In the entries that follow, count each line containing "lane" and state the total, nothing more.

+++ Records +++

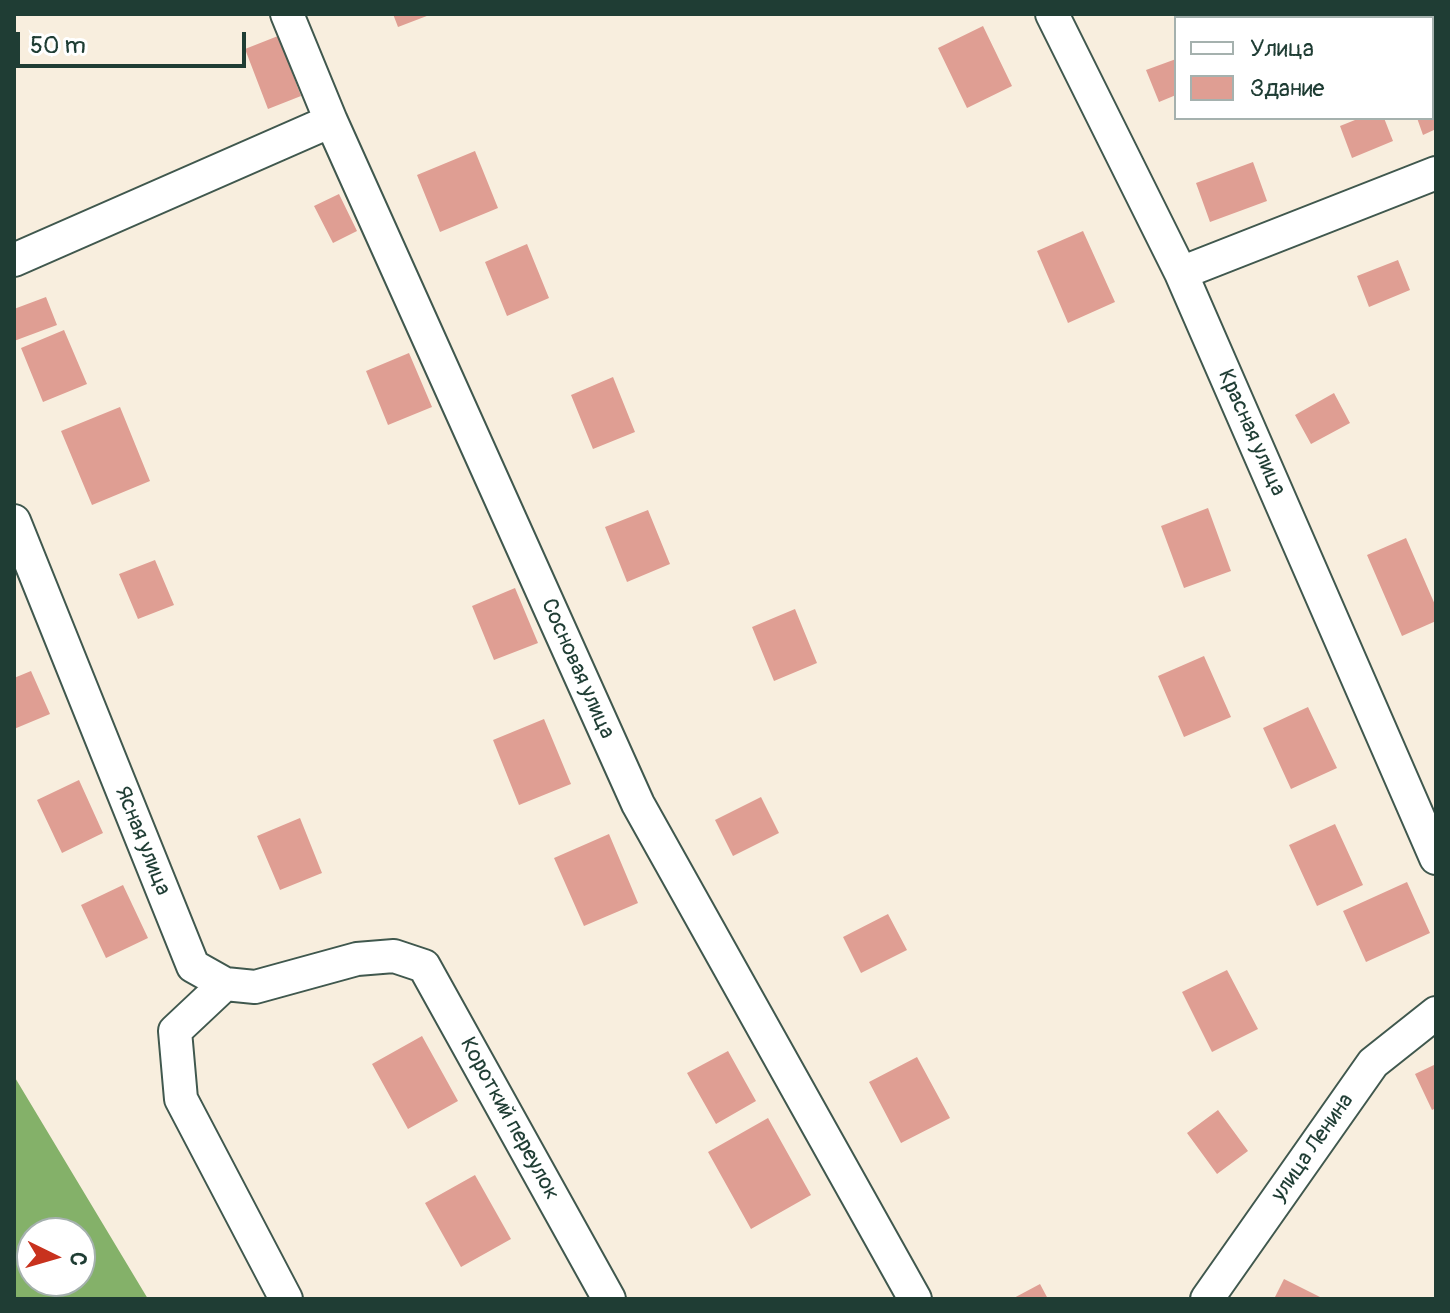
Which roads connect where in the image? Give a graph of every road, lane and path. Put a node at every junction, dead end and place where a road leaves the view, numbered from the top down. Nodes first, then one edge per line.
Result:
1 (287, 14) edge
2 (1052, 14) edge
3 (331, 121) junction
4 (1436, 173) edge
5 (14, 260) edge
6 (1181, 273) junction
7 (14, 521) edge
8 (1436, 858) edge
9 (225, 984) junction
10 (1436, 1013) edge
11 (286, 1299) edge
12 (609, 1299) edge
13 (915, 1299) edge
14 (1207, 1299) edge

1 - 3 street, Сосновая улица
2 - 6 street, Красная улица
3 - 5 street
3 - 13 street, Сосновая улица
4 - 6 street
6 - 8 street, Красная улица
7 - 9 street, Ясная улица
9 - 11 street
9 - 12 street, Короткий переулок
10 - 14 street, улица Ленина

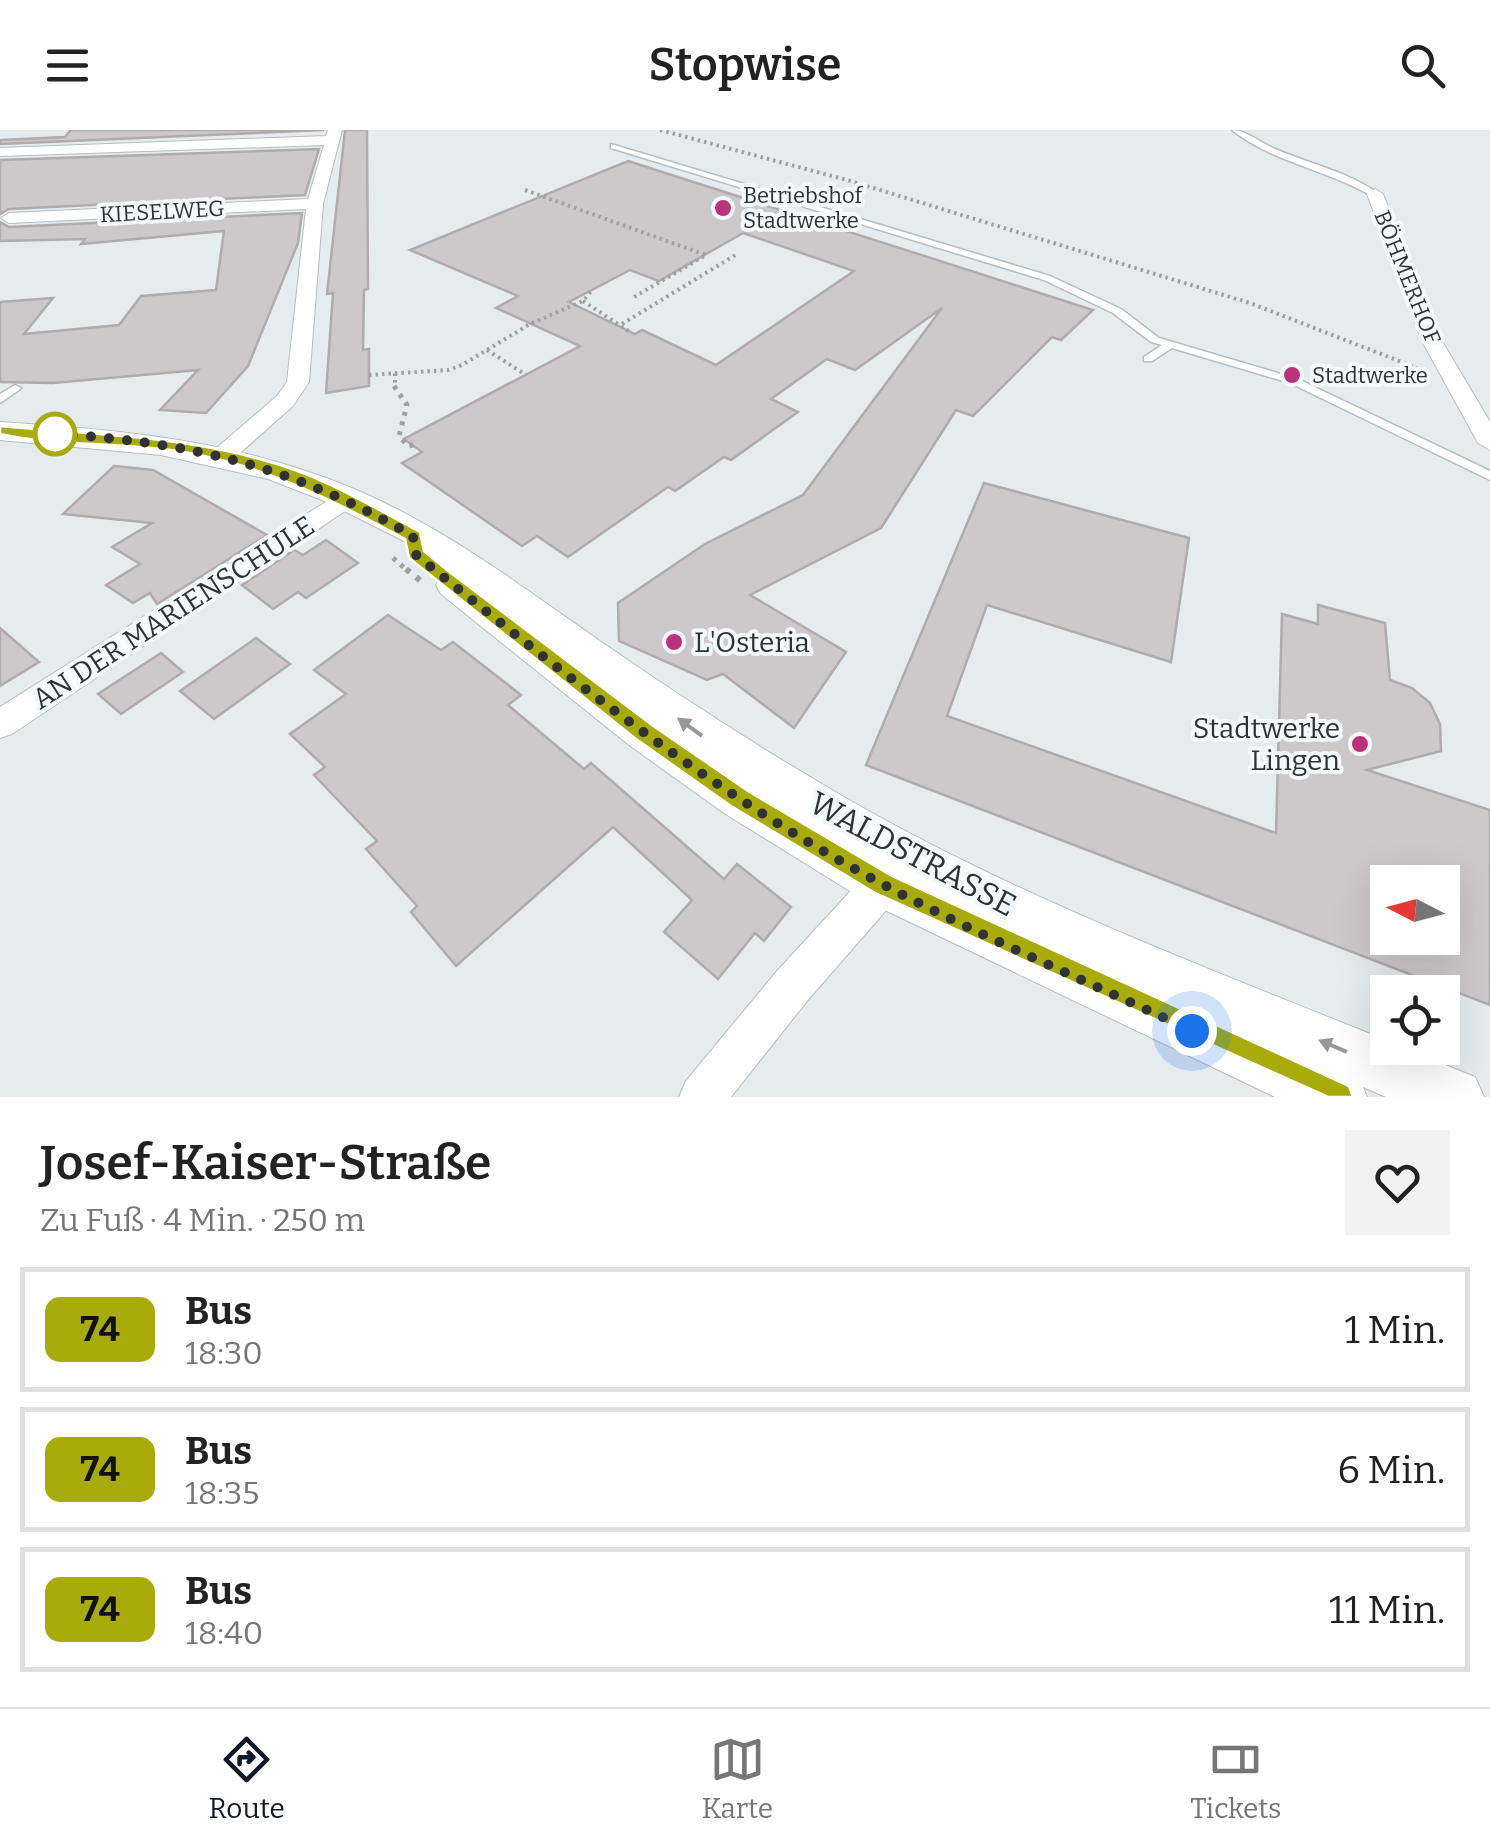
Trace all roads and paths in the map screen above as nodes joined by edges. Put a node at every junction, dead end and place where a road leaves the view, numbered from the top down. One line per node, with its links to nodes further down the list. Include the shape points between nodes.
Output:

+++
+++ Records +++

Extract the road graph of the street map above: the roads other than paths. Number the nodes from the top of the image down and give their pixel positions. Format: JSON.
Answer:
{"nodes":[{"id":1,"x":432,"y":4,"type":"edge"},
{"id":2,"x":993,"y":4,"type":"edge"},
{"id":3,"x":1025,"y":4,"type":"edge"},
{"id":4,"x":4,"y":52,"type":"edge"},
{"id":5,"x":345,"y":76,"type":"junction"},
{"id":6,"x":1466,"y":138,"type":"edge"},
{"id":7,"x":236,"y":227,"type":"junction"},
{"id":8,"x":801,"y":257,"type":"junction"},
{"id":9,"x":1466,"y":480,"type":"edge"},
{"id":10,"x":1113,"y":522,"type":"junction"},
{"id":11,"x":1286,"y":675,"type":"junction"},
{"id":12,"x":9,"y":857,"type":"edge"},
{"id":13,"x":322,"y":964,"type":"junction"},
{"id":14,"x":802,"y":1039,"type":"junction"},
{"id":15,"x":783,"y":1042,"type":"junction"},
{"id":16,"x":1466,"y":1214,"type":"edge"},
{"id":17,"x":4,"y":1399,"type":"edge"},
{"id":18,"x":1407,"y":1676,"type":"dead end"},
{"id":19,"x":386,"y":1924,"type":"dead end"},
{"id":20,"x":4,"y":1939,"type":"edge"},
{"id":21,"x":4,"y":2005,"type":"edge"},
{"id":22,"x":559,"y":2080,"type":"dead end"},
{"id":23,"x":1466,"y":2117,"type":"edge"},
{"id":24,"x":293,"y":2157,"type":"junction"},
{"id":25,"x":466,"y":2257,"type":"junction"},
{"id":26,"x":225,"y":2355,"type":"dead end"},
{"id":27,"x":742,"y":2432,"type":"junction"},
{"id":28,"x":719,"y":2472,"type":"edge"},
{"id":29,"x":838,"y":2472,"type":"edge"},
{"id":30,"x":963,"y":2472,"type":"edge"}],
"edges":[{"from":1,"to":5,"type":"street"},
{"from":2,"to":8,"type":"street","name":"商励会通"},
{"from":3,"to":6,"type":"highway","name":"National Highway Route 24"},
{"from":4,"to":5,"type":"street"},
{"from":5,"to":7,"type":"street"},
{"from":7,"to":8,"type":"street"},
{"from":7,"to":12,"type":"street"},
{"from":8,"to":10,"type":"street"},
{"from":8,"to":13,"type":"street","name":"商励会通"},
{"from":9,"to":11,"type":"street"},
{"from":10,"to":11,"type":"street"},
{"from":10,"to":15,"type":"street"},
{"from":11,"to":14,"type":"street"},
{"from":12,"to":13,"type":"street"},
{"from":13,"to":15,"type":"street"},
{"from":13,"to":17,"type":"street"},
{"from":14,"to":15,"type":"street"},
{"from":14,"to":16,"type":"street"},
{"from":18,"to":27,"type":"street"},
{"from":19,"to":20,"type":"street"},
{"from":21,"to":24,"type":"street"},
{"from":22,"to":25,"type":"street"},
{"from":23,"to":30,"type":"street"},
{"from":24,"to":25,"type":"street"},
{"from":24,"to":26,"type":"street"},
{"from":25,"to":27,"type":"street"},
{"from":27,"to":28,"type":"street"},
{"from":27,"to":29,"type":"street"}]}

+++
+++ Records +++

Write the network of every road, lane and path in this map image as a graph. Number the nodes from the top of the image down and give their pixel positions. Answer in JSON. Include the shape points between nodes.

+++

# Solved problem
2